An interesting overview of the migration, and custom modules used in the development of the “crooks and liars” site can be found online here:
What is more interesting, is after the post was published, WordPress / Automattic founder Matt Mullenweg weighed in personally on the issue, by commenting on the post and listing ways to configure WordPress to scale to 20 million hits per day – at a cost of only $100 per month. He writes:
“Always sorry to see someone leave WordPress, but you ended up pretty much the other best place I could think of. Features are a great reason to switch, but scaling doesn’t need to be. We host some of the largest poltical blogs like all of CNN’s which regularly get thousands of comments per day and we do about a billion pageviews a month on WordPress.com, so here are some tips for future people who may come across this post (some which may be useful to the Drupal community as well):
1. Every release of WP gets faster, so upgrading can get you sometimes significant boosts depending on your bottleneck.

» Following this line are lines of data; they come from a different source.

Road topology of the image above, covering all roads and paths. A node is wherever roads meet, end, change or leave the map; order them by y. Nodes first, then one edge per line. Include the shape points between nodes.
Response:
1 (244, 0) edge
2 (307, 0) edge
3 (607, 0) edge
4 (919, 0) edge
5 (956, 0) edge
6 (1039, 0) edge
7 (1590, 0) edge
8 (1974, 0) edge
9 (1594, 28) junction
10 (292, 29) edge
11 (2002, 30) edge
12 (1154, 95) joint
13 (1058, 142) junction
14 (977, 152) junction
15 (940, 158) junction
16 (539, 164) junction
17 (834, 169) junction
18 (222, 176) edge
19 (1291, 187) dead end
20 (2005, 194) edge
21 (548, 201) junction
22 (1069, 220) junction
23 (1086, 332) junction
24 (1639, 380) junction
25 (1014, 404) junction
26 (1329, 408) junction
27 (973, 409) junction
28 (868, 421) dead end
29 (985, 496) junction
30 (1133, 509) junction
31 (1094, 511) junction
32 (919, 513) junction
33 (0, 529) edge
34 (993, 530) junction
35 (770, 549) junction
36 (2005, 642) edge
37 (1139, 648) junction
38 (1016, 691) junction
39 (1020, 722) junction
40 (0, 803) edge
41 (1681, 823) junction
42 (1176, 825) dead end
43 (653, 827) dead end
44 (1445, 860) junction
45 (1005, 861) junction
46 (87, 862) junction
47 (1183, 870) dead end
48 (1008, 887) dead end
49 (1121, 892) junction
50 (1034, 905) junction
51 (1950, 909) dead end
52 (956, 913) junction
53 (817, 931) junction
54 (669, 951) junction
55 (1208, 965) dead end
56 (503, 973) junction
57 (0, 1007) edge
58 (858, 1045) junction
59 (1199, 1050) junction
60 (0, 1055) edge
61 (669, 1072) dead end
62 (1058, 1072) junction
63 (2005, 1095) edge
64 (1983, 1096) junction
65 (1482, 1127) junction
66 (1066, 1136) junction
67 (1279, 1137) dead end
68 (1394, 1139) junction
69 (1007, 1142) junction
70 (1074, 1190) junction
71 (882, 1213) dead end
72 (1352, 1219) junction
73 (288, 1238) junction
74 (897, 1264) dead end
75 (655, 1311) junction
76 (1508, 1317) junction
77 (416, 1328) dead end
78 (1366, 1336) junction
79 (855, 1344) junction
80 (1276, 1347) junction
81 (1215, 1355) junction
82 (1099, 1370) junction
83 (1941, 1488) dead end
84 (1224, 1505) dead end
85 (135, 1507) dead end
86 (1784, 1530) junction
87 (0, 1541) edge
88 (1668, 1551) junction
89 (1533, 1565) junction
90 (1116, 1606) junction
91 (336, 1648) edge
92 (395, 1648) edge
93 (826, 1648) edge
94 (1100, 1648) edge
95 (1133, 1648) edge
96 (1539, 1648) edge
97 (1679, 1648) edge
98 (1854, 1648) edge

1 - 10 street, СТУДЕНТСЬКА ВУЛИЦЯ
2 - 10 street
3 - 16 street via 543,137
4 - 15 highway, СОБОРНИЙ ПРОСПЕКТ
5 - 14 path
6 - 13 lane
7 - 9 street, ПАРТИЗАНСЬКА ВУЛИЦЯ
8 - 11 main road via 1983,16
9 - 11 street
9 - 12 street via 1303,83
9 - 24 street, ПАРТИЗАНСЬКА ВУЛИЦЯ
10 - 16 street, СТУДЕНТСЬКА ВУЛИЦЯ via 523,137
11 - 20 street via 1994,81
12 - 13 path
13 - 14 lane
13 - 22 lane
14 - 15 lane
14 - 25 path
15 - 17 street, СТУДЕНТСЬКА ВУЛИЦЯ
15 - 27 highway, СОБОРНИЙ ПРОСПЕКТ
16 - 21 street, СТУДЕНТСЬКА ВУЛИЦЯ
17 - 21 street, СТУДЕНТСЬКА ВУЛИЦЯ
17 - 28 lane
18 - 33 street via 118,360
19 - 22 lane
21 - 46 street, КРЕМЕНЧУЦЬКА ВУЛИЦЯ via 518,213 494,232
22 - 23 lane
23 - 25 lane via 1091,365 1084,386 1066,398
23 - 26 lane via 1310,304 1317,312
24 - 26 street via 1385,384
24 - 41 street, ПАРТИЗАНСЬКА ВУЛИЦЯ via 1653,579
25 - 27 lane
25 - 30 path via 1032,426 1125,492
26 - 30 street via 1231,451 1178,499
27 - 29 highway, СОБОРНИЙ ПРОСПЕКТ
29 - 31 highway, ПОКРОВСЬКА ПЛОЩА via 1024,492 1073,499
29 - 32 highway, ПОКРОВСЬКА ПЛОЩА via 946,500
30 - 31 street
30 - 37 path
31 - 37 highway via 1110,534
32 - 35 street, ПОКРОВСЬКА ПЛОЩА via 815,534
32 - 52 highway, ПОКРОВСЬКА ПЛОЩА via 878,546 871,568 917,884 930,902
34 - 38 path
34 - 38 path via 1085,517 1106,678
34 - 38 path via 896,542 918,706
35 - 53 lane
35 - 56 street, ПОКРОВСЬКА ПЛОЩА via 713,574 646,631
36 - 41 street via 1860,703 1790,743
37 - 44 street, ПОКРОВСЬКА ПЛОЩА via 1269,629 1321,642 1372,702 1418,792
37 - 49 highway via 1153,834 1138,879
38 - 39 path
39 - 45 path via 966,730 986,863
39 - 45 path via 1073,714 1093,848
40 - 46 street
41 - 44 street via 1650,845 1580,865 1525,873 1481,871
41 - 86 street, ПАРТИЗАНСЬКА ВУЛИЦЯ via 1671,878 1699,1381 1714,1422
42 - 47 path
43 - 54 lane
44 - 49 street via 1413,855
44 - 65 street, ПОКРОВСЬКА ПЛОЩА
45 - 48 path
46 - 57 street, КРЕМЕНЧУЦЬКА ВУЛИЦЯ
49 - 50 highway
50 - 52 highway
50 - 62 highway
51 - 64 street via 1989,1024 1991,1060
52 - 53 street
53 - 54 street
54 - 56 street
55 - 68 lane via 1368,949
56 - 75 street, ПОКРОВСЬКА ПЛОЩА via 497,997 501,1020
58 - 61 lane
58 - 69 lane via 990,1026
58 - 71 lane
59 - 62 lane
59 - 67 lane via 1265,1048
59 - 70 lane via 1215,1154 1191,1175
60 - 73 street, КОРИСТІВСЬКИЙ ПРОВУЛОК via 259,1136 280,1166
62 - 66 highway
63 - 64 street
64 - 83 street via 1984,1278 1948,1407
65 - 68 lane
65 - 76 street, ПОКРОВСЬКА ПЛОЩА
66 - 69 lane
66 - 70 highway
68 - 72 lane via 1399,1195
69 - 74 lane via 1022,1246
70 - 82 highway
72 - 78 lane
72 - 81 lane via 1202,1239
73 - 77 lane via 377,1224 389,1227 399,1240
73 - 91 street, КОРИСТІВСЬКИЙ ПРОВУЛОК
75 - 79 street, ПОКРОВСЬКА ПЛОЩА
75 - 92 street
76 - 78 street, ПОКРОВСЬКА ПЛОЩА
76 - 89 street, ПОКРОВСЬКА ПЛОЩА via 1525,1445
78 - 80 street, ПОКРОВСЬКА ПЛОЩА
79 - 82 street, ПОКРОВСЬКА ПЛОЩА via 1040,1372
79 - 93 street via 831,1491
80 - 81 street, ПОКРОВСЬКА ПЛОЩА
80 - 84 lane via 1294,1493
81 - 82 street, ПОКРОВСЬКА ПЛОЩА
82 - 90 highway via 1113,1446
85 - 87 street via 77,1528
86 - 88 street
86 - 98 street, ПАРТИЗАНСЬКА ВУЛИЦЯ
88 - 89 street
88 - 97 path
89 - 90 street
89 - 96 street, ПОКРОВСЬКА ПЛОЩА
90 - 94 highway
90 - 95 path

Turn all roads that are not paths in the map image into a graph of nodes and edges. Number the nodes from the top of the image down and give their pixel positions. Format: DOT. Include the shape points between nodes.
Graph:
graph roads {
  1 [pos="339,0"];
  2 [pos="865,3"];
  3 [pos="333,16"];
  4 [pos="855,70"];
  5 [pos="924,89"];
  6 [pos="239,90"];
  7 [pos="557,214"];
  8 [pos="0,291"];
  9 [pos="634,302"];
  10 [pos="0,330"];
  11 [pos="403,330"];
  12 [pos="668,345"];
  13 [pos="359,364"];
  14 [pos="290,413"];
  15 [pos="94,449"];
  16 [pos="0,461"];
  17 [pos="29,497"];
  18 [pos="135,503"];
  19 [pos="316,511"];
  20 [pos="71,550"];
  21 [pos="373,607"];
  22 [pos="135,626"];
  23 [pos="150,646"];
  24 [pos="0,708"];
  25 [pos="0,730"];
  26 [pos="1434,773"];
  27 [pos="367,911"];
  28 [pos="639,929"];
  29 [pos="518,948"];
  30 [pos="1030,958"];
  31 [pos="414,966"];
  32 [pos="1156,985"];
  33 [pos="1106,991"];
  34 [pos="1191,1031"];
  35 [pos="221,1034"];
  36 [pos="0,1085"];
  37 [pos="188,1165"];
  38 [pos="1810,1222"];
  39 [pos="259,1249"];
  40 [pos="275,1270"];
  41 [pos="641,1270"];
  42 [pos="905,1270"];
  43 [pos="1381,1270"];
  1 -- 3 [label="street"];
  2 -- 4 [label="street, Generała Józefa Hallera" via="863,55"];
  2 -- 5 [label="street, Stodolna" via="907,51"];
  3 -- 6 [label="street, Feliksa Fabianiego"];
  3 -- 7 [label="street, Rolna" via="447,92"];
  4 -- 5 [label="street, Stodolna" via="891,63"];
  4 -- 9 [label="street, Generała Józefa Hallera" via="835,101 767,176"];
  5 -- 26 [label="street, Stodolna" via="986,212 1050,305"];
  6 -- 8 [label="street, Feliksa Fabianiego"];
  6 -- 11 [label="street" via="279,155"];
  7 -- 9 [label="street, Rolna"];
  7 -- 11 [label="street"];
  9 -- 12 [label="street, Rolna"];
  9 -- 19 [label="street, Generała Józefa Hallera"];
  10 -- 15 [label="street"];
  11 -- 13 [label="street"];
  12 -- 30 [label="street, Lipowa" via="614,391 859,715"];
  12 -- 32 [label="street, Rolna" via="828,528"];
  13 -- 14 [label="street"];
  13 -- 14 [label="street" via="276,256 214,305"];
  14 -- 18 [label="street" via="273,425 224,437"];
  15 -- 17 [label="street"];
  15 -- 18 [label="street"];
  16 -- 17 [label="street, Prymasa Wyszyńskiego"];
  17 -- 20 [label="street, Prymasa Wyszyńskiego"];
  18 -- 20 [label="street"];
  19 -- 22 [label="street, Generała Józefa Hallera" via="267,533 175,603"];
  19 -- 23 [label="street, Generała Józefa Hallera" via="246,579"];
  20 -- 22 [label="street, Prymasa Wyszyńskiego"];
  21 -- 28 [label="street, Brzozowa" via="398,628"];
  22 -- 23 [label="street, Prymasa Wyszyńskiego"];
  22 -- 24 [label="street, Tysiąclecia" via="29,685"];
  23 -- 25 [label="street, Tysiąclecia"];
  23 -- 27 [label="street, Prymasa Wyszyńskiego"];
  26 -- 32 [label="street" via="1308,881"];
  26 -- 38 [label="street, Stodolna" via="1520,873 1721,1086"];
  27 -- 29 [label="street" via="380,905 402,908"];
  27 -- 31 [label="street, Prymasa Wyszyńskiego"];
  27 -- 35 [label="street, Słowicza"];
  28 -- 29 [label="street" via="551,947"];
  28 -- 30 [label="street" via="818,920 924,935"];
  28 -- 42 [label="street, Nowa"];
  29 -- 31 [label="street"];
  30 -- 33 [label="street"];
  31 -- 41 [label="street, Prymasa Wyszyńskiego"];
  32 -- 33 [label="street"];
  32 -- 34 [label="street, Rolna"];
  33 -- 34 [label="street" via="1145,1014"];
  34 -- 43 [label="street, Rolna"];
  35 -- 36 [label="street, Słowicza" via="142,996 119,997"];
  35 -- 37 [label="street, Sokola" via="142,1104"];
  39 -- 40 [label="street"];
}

2. Use the memcached object cache backend.
3. If memcached is set up, use Batcache instead of wp-cache.
4. If you get a lot of comments, consider using InnoDB as your storage engine instead of MyISAM inside of MySQL.
5. Double-check that your webserver is set up properly for static requests, this is the cause of 90%+ of the problems we see.
With the above and a single $100/month server from LT you can get around 20,000,000 pageviews a day. With shared Batcache and HyperDB (which you already used, nice) it’s a lot easier to scale out both the web and database tier independently as needed. We haven’t found the upper limit of this strategy yet.”
Included are links to Quantcast’s statistics proving 1 billion page hits per month on wordpress.com (globally): http://www.quantcast.com/p-18-mFEk4J448M/traffic
Link to the Memcache Plugin: http://plugins.trac.wordpress.org/browser/memcached/trunk
Link to the Batcache Plugin: http://wordpress.org/extend/plugins/batcache/
According to the site:
“Development testing showed a 40x reduction in page generation times: pages generated in 200ms were served from the cache in 5ms. Traffic simulations with Siege demonstrate that WordPress can handle up to twenty times more traffic with Batcache installed.”
Based on Quantcast statistics, Drupal.org ranks 13,298 overall while WordPress.org ranks #11. Global tracking statistics are not available for drupal.org on the site.